While everyone will agree about the importance of small group coaches, many coaches and their supervisors don’t know what coaches should really do. Here are some tips to moving your coaches in the right direction:

Coaches Aren’t Accountants.

The problem with most accountability in Christian circles is that it becomes too much like accounting. Unlike Santa Claus, coaches do not relish keeping a naughty or nice list. What’s more, group leaders don’t appreciate being supervised by a supervisor. This doesn’t mean we throw caution to the wind, but we also don’t put a cruel task master over small group leaders. After all, “love keeps no record of wrongs (1 Corinthians 13:5).

Coaches Aren’t Middle Managers, Bureaucrats or Spies.

In recruiting coaches, we work hard to select mature, capable people to serve with us. Then, often because we don’t have the coaching role figured out ourselves, we tend to micromanage them as if they are neither mature nor capable. We won’t retain many coaches that way.

The key is to elevate the role of coaching. Choose coaches who are capable, mature people to join you in a journey. Meet together and talk about the mission and direction of groups. Lead together with them.

These folks aren’t underachievers who need constant motivation. These aren’t people who are prone to wander and need a steady reminder of direction. If they are, then they shouldn’t be coaching small group leaders. If they’re not, then they deserve more respect than a place in our little bureaucracy.

The Role of the Coach is to Refocus the Player.

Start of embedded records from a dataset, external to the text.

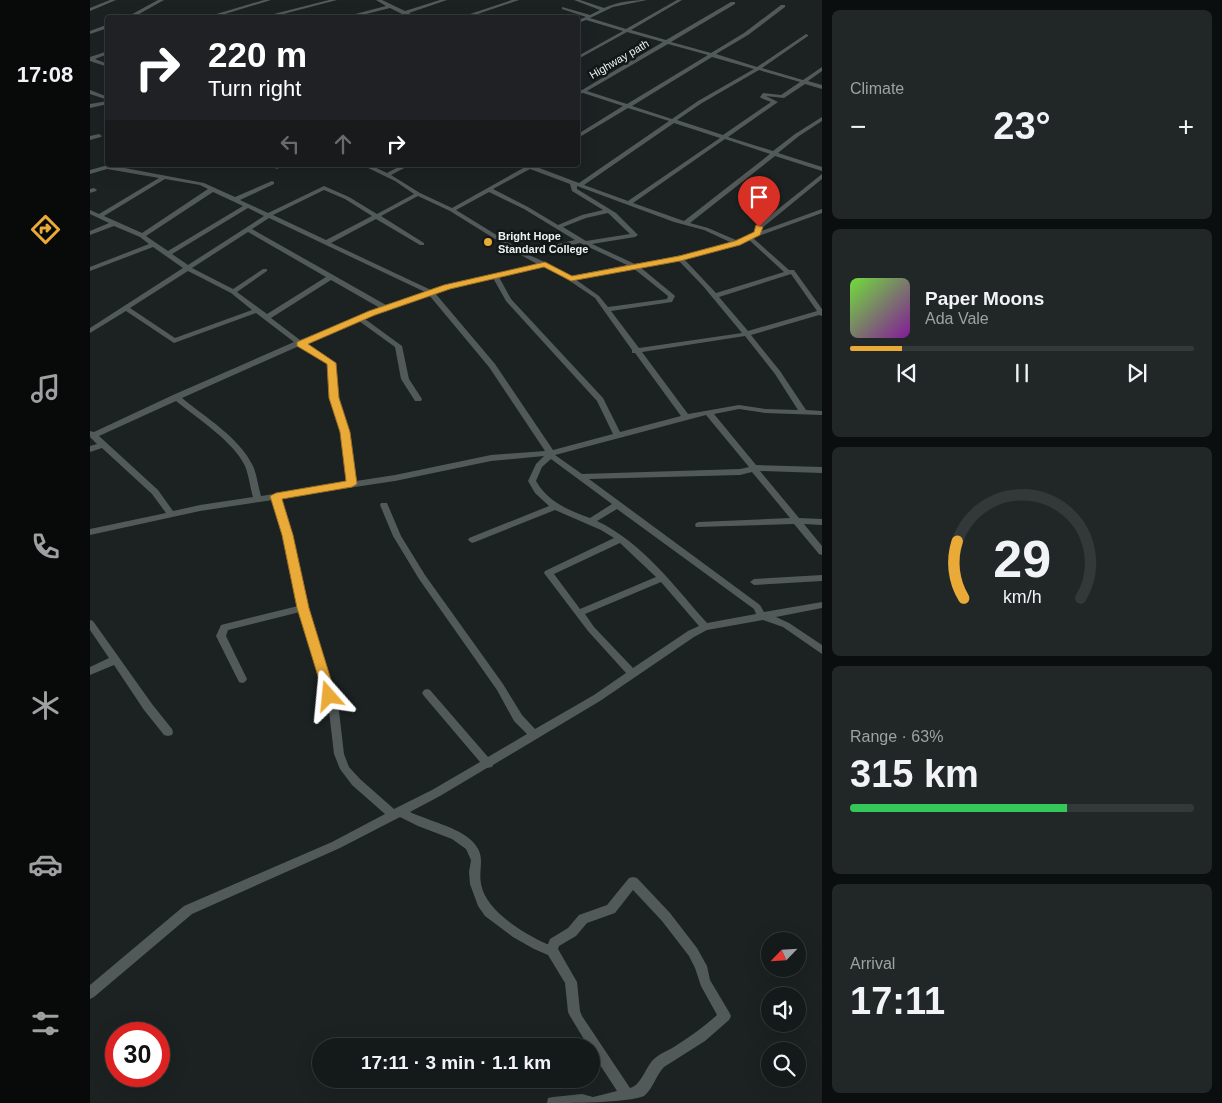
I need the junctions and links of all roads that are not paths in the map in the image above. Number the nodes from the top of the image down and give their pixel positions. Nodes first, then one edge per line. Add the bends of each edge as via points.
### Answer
1 (114, 0) edge
2 (162, 0) edge
3 (268, 0) edge
4 (335, 0) edge
5 (378, 0) edge
6 (396, 0) edge
7 (445, 0) edge
8 (518, 0) edge
9 (576, 0) edge
10 (645, 0) edge
11 (680, 0) edge
12 (385, 3) junction
13 (733, 3) dead end
14 (391, 6) junction
15 (784, 6) dead end
16 (564, 8) dead end
17 (602, 9) junction
18 (90, 10) edge
19 (406, 13) junction
20 (134, 15) edge
21 (216, 15) edge
22 (272, 15) edge
23 (354, 15) edge
24 (409, 15) edge
25 (470, 15) edge
26 (587, 17) junction
27 (580, 21) edge
28 (105, 27) edge
29 (625, 30) junction
30 (90, 33) edge
31 (806, 35) dead end
32 (666, 43) junction
33 (105, 53) edge
34 (711, 56) junction
35 (580, 57) edge
36 (90, 59) edge
37 (105, 65) edge
38 (759, 68) junction
39 (822, 69) edge
40 (805, 82) junction
41 (822, 87) edge
42 (580, 91) edge
43 (90, 92) edge
44 (580, 92) edge
45 (782, 97) junction
46 (105, 100) edge
47 (105, 102) edge
48 (775, 102) junction
49 (90, 106) edge
50 (626, 106) junction
51 (822, 119) edge
52 (675, 121) junction
53 (580, 135) edge
54 (98, 136) dead end
55 (723, 137) junction
56 (90, 138) edge
57 (774, 154) junction
58 (107, 167) joint
59 (369, 167) edge
60 (403, 167) edge
61 (527, 167) edge
62 (532, 167) edge
63 (822, 169) edge
64 (90, 172) edge
65 (387, 175) junction
66 (822, 176) edge
67 (165, 177) junction
68 (573, 182) junction
69 (272, 183) dead end
70 (580, 185) junction
71 (213, 190) junction
72 (490, 190) junction
73 (418, 194) junction
74 (234, 200) junction
75 (629, 204) junction
76 (247, 206) junction
77 (452, 210) junction
78 (609, 211) junction
79 (822, 211) edge
80 (90, 212) edge
81 (100, 216) junction
82 (269, 216) junction
83 (377, 217) junction
84 (686, 222) junction
85 (114, 223) junction
86 (563, 228) junction
87 (248, 229) junction
88 (757, 233) junction
89 (90, 234) edge
90 (142, 236) junction
91 (749, 237) junction
92 (583, 242) junction
93 (326, 243) junction
94 (738, 243) junction
95 (154, 244) junction
96 (422, 244) dead end
97 (168, 254) junction
98 (523, 254) junction
99 (680, 258) junction
100 (545, 264) junction
101 (634, 266) junction
102 (188, 268) junction
103 (90, 269) edge
104 (265, 270) dead end
105 (787, 271) junction
106 (331, 277) junction
107 (496, 277) junction
108 (571, 278) junction
109 (233, 292) junction
110 (430, 292) junction
111 (715, 296) junction
112 (126, 308) junction
113 (385, 308) junction
114 (607, 309) junction
115 (257, 310) junction
116 (821, 313) edge
117 (267, 317) junction
118 (359, 318) junction
119 (90, 331) edge
120 (747, 334) junction
121 (301, 344) junction
122 (635, 351) junction
123 (176, 397) junction
124 (418, 399) dead end
125 (708, 412) junction
126 (803, 412) junction
127 (822, 413) edge
128 (686, 417) junction
129 (92, 434) edge
130 (617, 435) junction
131 (102, 445) junction
132 (90, 449) edge
133 (552, 453) junction
134 (756, 468) junction
135 (822, 470) edge
136 (579, 478) junction
137 (352, 484) junction
138 (276, 496) junction
139 (258, 498) junction
140 (384, 505) dead end
141 (617, 505) junction
142 (556, 506) junction
143 (171, 514) junction
144 (796, 521) junction
145 (590, 522) junction
146 (822, 522) edge
147 (699, 526) dead end
148 (90, 532) edge
149 (620, 538) junction
150 (472, 540) dead end
151 (822, 552) edge
152 (822, 578) edge
153 (660, 579) junction
154 (754, 582) dead end
155 (822, 605) edge
156 (303, 608) junction
157 (579, 613) junction
158 (761, 615) junction
159 (90, 623) edge
160 (705, 627) junction
161 (822, 650) edge
162 (115, 660) junction
163 (90, 671) edge
164 (633, 674) junction
165 (242, 678) dead end
166 (427, 693) dead end
167 (168, 732) dead end
168 (533, 734) junction
169 (488, 764) junction
170 (398, 814) junction
171 (552, 950) junction
172 (90, 993) edge
173 (620, 1092) junction
174 (553, 1103) edge

1 - 18 street
2 - 20 street
3 - 21 street
4 - 22 street
5 - 12 street
6 - 12 street
7 - 19 street
8 - 25 street
9 - 17 street
10 - 17 street
11 - 29 street, Highway path
12 - 14 street
13 - 32 street, Highway path
14 - 19 street
14 - 23 street
15 - 34 street
16 - 26 street
17 - 26 street
19 - 24 street
26 - 27 street
26 - 29 street
28 - 30 street
29 - 32 street, Highway path
29 - 35 street, Highway path
31 - 38 street
32 - 34 street, Highway path
32 - 42 street, Highway path
33 - 36 street
34 - 38 street, Highway path
34 - 50 street
36 - 37 street
38 - 40 street, Highway path
38 - 52 street
39 - 40 street
40 - 41 street, Highway path
40 - 45 street
43 - 46 street
44 - 50 street
45 - 48 street
45 - 48 street via 762,96
47 - 49 street
48 - 55 street
50 - 52 street
50 - 53 street
51 - 57 street
52 - 55 street
52 - 70 street
54 - 56 street
55 - 57 street
55 - 75 street
57 - 63 street
57 - 84 street
58 - 64 street
58 - 67 street
59 - 65 street
60 - 65 street
61 - 72 street
62 - 68 street
65 - 73 street
66 - 88 street via 759,227
67 - 71 street via 194,182
67 - 81 street
68 - 70 street
68 - 78 street via 577,192
69 - 74 street
70 - 75 street
71 - 74 street
71 - 90 street
72 - 77 street
72 - 86 street
73 - 77 street
73 - 83 street
74 - 76 street
75 - 84 street
76 - 82 street
76 - 97 street
77 - 98 street
78 - 86 street via 584,216
78 - 92 street via 635,235
79 - 88 street
80 - 81 street
81 - 85 street
82 - 83 street via 324,188
82 - 87 street
82 - 93 street
83 - 93 street
83 - 96 street
84 - 94 street
85 - 89 street
85 - 90 street
86 - 92 street
87 - 102 street
87 - 106 street
88 - 91 street
90 - 95 street
91 - 94 street
91 - 105 street
92 - 98 street
92 - 101 street
93 - 110 street
94 - 99 street
95 - 97 street
95 - 103 street
97 - 102 street
98 - 100 street
99 - 101 street
99 - 111 street
100 - 107 street
100 - 108 street
101 - 108 street
101 - 114 street via 672,296 670,300
102 - 109 street
102 - 112 street
104 - 109 street
105 - 111 street
105 - 116 street via 796,274
106 - 113 street
106 - 117 street
107 - 110 street
107 - 130 street via 508,300 600,400
108 - 114 street via 597,297
109 - 115 street
110 - 113 street
110 - 133 street via 492,366
111 - 120 street
112 - 115 street via 174,341
112 - 119 street
113 - 118 street
114 - 122 street
115 - 117 street
116 - 120 street
117 - 121 street
118 - 121 street
118 - 124 street via 398,346 405,379
120 - 122 street
120 - 126 street via 789,388
121 - 123 street
121 - 137 street via 332,363 334,398 345,432
122 - 128 street
123 - 129 street
123 - 139 street via 244,457
125 - 126 street via 739,408
125 - 128 street
125 - 134 street
126 - 127 street
128 - 130 street
129 - 131 street
130 - 133 street
131 - 132 street
131 - 143 street via 155,492
133 - 136 street
133 - 137 street via 491,458
133 - 142 street via 538,466 532,481 543,498
134 - 135 street
134 - 136 street via 740,472
134 - 144 street
136 - 141 street
137 - 138 street
138 - 139 street
138 - 156 street
139 - 143 street
140 - 168 street via 397,536 422,577 500,687 518,718
141 - 145 street
141 - 158 street via 757,607
142 - 145 street
142 - 150 street
143 - 148 street
144 - 146 street
144 - 147 street
144 - 151 street
145 - 149 street
149 - 153 street
149 - 157 street via 548,573
152 - 154 street
153 - 157 street
153 - 160 street
155 - 158 street
156 - 165 street via 224,627 221,636
156 - 170 street via 334,711 338,754 356,782
157 - 164 street
158 - 160 street
158 - 161 street via 786,625
159 - 162 street
160 - 164 street
162 - 163 street
162 - 167 street
164 - 168 street
166 - 169 street
168 - 169 street
169 - 170 street
170 - 171 street via 446,830 472,848 478,860 475,883 486,909 530,943 543,950
170 - 172 street via 188,910
171 - 173 street via 571,982 574,1012
171 - 173 street via 554,943 572,932 583,919 617,904 633,882 693,952 705,982 725,1016 659,1062 638,1093
173 - 174 street via 593,1103 582,1100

When you think about a coach in sports, he stands at the sidelines and guides his players. If the last play went terribly wrong, his job is to refocus the players on the next play. They can’t replay the last play on the field. But if a bad play keeps replaying in the players’ minds, then the next play will also suffer.

Small group leaders have busy lives and are pulled in many different directions. On a particularly hectic day or difficult season, it’s easy for leaders to become discouraged and wonder why they ever got into this business in the first place. The relationship with the coach is key to maintaining momentum in groups. The coach is not making sure the job gets done. The coach is making sure the player is okay.

Give Your Leaders the Space to See What God is Doing

The most valuable function of a coach is giving a small group leader an opportunity  to reflect on what God is doing in his or her group. Often group leaders are working so hard in the group, they don’t see the big picture of what God is doing.

By setting aside an hour or so once every quarter, a coach can give group leaders the space they need to see what God is doing and to identify what is next. This is as simple as the coach asking the leaders to list the names of their group members, then asking them to talk about what God is doing in each person’s life. As the leaders discuss their members, the logical next steps will begin to surface for the leader.

Bob – Hasn’t been around for a while. I need to give him a call.
Joe – Struggling at his job. I need to pray for him and give him some encouragement outside of the group.
Steve – Lost his job. I need to check-in with him and see if there’s any way the group can help.
Tony – Making poor choices. I need to pray for him and for the right timing to have a tough conversation.
Brett – Shows strong leadership potential. I need to give him more responsibilities in the group and eventually invite him to co-lead with me.

You get the idea. The coach must approach this conversation as a learner, not as an instructor. It would be easy to quickly diagnose each member and offer next steps, but the next steps determined by the group leader will be the next steps that are actually executed.

To make this work, start with a few assumptions. Assumption #1: Group leaders have made themselves available to God, and God is using them in their group. If a group leader is going through a hard time, he may be wondering if God is doing anything at all. He needs encouragement. But, some group leaders so naturally use their gifts, they might not even realize how gifted they are. They also need a coach’s insight.

Assumption #2: Who you are as a coach is more significant than what you could every say to a group leader. Your relationship with your group leaders is the greatest gift you can offer them. When relationship comes first, tasks get accomplished. Without relationship, leaders easily burn out.

Pastors: Get Out of Your Coach’s Way

In sports, how many team owners or general managers have made their coaches’ lives miserable? God wants to use your coaches. Unfortunately, the biggest obstacle to effective coaching is often a well-meaning Pastor.

While you cannot give away the responsibility for the ministry, empowered coaches are effective coaches. Disempowered coaches become burned out middle managers. Your expectation of your coaches should be clear, reasonable and accountable. But, again, don’t approach accountability as an accountant. Give your coaches the benefit of the doubt: “How are your groups doing?” not “Have you followed up on your groups lately?” If your coaching system is in disarray, then you’re probably in the way.

Discussion Questions:

  1. Watch the video together or invite someone to summarize the topic.
  2. What is your initial reaction to this video? Do you disagree with any of it? What jumped out at you?
  3. Write a personal action step based on this conversation.